Word for word, copy each record that comes after this.

====

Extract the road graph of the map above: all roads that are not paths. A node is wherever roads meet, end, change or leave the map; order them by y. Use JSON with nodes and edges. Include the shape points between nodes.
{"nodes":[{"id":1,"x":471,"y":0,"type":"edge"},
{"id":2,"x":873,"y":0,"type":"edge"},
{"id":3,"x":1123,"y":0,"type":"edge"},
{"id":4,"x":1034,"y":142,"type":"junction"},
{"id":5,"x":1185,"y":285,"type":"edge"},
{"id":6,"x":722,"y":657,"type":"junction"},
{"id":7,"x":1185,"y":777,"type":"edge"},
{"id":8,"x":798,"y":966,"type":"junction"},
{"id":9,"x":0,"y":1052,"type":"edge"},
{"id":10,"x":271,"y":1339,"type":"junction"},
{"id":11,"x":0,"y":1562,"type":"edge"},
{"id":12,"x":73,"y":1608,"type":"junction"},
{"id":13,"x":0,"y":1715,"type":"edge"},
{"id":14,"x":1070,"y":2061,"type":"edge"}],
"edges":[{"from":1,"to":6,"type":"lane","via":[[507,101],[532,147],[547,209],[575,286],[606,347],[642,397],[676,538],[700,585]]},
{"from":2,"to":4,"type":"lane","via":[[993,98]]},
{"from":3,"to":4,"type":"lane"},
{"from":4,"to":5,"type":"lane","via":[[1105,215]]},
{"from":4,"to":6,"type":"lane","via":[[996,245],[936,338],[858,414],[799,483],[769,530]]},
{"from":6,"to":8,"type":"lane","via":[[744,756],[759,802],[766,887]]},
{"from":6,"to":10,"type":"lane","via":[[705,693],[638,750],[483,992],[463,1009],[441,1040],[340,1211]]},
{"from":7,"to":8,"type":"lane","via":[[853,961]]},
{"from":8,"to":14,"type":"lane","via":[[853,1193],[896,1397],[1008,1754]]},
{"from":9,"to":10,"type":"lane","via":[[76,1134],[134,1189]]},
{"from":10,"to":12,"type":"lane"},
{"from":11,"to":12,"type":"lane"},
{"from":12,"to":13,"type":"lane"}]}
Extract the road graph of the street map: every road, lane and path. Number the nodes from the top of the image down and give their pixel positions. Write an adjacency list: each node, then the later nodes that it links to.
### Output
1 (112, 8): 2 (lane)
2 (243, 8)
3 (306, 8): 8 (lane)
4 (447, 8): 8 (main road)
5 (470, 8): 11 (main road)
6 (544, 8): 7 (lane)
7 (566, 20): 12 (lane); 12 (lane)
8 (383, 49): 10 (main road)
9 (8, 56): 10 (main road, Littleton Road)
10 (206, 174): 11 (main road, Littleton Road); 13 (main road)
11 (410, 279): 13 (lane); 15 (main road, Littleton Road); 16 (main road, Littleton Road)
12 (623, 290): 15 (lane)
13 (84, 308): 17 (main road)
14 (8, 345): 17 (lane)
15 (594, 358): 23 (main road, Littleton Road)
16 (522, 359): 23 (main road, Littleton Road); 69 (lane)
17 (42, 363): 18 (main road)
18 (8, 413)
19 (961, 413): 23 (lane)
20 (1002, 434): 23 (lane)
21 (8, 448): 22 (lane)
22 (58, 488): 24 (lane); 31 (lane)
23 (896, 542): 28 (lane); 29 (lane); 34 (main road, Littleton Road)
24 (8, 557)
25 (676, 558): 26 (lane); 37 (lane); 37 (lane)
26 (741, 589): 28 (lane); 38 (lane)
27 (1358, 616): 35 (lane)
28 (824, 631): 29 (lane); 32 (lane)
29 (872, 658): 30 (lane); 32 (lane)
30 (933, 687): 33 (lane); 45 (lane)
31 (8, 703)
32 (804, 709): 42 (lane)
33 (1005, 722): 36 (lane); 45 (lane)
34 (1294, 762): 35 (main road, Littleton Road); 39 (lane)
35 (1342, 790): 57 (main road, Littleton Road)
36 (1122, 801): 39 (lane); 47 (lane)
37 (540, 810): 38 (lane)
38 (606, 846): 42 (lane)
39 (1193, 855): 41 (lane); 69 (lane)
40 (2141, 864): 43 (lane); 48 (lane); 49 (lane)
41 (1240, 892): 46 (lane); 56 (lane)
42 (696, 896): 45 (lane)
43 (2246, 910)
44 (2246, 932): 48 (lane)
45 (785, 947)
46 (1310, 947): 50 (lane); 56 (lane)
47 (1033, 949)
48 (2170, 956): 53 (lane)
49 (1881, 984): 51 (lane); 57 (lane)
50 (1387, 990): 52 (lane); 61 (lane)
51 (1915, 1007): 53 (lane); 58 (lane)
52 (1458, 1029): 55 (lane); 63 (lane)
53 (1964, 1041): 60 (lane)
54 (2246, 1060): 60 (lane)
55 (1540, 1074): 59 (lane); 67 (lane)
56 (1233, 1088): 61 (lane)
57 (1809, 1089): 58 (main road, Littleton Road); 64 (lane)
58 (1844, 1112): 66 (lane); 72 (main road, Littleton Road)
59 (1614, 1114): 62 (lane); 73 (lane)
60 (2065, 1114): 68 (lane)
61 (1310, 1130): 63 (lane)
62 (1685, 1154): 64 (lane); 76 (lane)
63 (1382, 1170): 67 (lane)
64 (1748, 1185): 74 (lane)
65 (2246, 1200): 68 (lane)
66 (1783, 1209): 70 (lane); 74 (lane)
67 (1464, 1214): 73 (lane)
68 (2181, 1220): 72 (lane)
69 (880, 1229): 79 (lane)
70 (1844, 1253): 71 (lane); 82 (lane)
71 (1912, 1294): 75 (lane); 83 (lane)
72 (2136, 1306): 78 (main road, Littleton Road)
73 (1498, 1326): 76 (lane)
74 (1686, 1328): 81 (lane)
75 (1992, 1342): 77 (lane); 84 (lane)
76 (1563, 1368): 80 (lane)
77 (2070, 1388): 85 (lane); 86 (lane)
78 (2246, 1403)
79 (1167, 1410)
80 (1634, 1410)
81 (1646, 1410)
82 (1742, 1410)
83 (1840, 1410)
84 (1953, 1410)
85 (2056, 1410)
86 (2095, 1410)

====

» SOLVED PROBLEM
Extract the road graph of the map above: all roads that are not paths. A node is wherever roads meet, end, change or leave the map; order them by y. Use JSON with nodes and edges. Include the shape points between nodes.
{"nodes":[{"id":1,"x":471,"y":0,"type":"edge"},
{"id":2,"x":873,"y":0,"type":"edge"},
{"id":3,"x":1123,"y":0,"type":"edge"},
{"id":4,"x":1034,"y":142,"type":"junction"},
{"id":5,"x":1185,"y":285,"type":"edge"},
{"id":6,"x":722,"y":657,"type":"junction"},
{"id":7,"x":1185,"y":777,"type":"edge"},
{"id":8,"x":798,"y":966,"type":"junction"},
{"id":9,"x":0,"y":1052,"type":"edge"},
{"id":10,"x":271,"y":1339,"type":"junction"},
{"id":11,"x":0,"y":1562,"type":"edge"},
{"id":12,"x":73,"y":1608,"type":"junction"},
{"id":13,"x":0,"y":1715,"type":"edge"},
{"id":14,"x":1070,"y":2061,"type":"edge"}],
"edges":[{"from":1,"to":6,"type":"lane","via":[[507,101],[532,147],[547,209],[575,286],[606,347],[642,397],[676,538],[700,585]]},
{"from":2,"to":4,"type":"lane","via":[[993,98]]},
{"from":3,"to":4,"type":"lane"},
{"from":4,"to":5,"type":"lane","via":[[1105,215]]},
{"from":4,"to":6,"type":"lane","via":[[996,245],[936,338],[858,414],[799,483],[769,530]]},
{"from":6,"to":8,"type":"lane","via":[[744,756],[759,802],[766,887]]},
{"from":6,"to":10,"type":"lane","via":[[705,693],[638,750],[483,992],[463,1009],[441,1040],[340,1211]]},
{"from":7,"to":8,"type":"lane","via":[[853,961]]},
{"from":8,"to":14,"type":"lane","via":[[853,1193],[896,1397],[1008,1754]]},
{"from":9,"to":10,"type":"lane","via":[[76,1134],[134,1189]]},
{"from":10,"to":12,"type":"lane"},
{"from":11,"to":12,"type":"lane"},
{"from":12,"to":13,"type":"lane"}]}
Extract the road graph of the street map: every road, lane and path. Number the nodes from the top of the image down and give their pixel positions. Write an adjacency list: each node, then the later nodes that it links to.
### Output
1 (112, 8): 2 (lane)
2 (243, 8)
3 (306, 8): 8 (lane)
4 (447, 8): 8 (main road)
5 (470, 8): 11 (main road)
6 (544, 8): 7 (lane)
7 (566, 20): 12 (lane); 12 (lane)
8 (383, 49): 10 (main road)
9 (8, 56): 10 (main road, Littleton Road)
10 (206, 174): 11 (main road, Littleton Road); 13 (main road)
11 (410, 279): 13 (lane); 15 (main road, Littleton Road); 16 (main road, Littleton Road)
12 (623, 290): 15 (lane)
13 (84, 308): 17 (main road)
14 (8, 345): 17 (lane)
15 (594, 358): 23 (main road, Littleton Road)
16 (522, 359): 23 (main road, Littleton Road); 69 (lane)
17 (42, 363): 18 (main road)
18 (8, 413)
19 (961, 413): 23 (lane)
20 (1002, 434): 23 (lane)
21 (8, 448): 22 (lane)
22 (58, 488): 24 (lane); 31 (lane)
23 (896, 542): 28 (lane); 29 (lane); 34 (main road, Littleton Road)
24 (8, 557)
25 (676, 558): 26 (lane); 37 (lane); 37 (lane)
26 (741, 589): 28 (lane); 38 (lane)
27 (1358, 616): 35 (lane)
28 (824, 631): 29 (lane); 32 (lane)
29 (872, 658): 30 (lane); 32 (lane)
30 (933, 687): 33 (lane); 45 (lane)
31 (8, 703)
32 (804, 709): 42 (lane)
33 (1005, 722): 36 (lane); 45 (lane)
34 (1294, 762): 35 (main road, Littleton Road); 39 (lane)
35 (1342, 790): 57 (main road, Littleton Road)
36 (1122, 801): 39 (lane); 47 (lane)
37 (540, 810): 38 (lane)
38 (606, 846): 42 (lane)
39 (1193, 855): 41 (lane); 69 (lane)
40 (2141, 864): 43 (lane); 48 (lane); 49 (lane)
41 (1240, 892): 46 (lane); 56 (lane)
42 (696, 896): 45 (lane)
43 (2246, 910)
44 (2246, 932): 48 (lane)
45 (785, 947)
46 (1310, 947): 50 (lane); 56 (lane)
47 (1033, 949)
48 (2170, 956): 53 (lane)
49 (1881, 984): 51 (lane); 57 (lane)
50 (1387, 990): 52 (lane); 61 (lane)
51 (1915, 1007): 53 (lane); 58 (lane)
52 (1458, 1029): 55 (lane); 63 (lane)
53 (1964, 1041): 60 (lane)
54 (2246, 1060): 60 (lane)
55 (1540, 1074): 59 (lane); 67 (lane)
56 (1233, 1088): 61 (lane)
57 (1809, 1089): 58 (main road, Littleton Road); 64 (lane)
58 (1844, 1112): 66 (lane); 72 (main road, Littleton Road)
59 (1614, 1114): 62 (lane); 73 (lane)
60 (2065, 1114): 68 (lane)
61 (1310, 1130): 63 (lane)
62 (1685, 1154): 64 (lane); 76 (lane)
63 (1382, 1170): 67 (lane)
64 (1748, 1185): 74 (lane)
65 (2246, 1200): 68 (lane)
66 (1783, 1209): 70 (lane); 74 (lane)
67 (1464, 1214): 73 (lane)
68 (2181, 1220): 72 (lane)
69 (880, 1229): 79 (lane)
70 (1844, 1253): 71 (lane); 82 (lane)
71 (1912, 1294): 75 (lane); 83 (lane)
72 (2136, 1306): 78 (main road, Littleton Road)
73 (1498, 1326): 76 (lane)
74 (1686, 1328): 81 (lane)
75 (1992, 1342): 77 (lane); 84 (lane)
76 (1563, 1368): 80 (lane)
77 (2070, 1388): 85 (lane); 86 (lane)
78 (2246, 1403)
79 (1167, 1410)
80 (1634, 1410)
81 (1646, 1410)
82 (1742, 1410)
83 (1840, 1410)
84 (1953, 1410)
85 (2056, 1410)
86 (2095, 1410)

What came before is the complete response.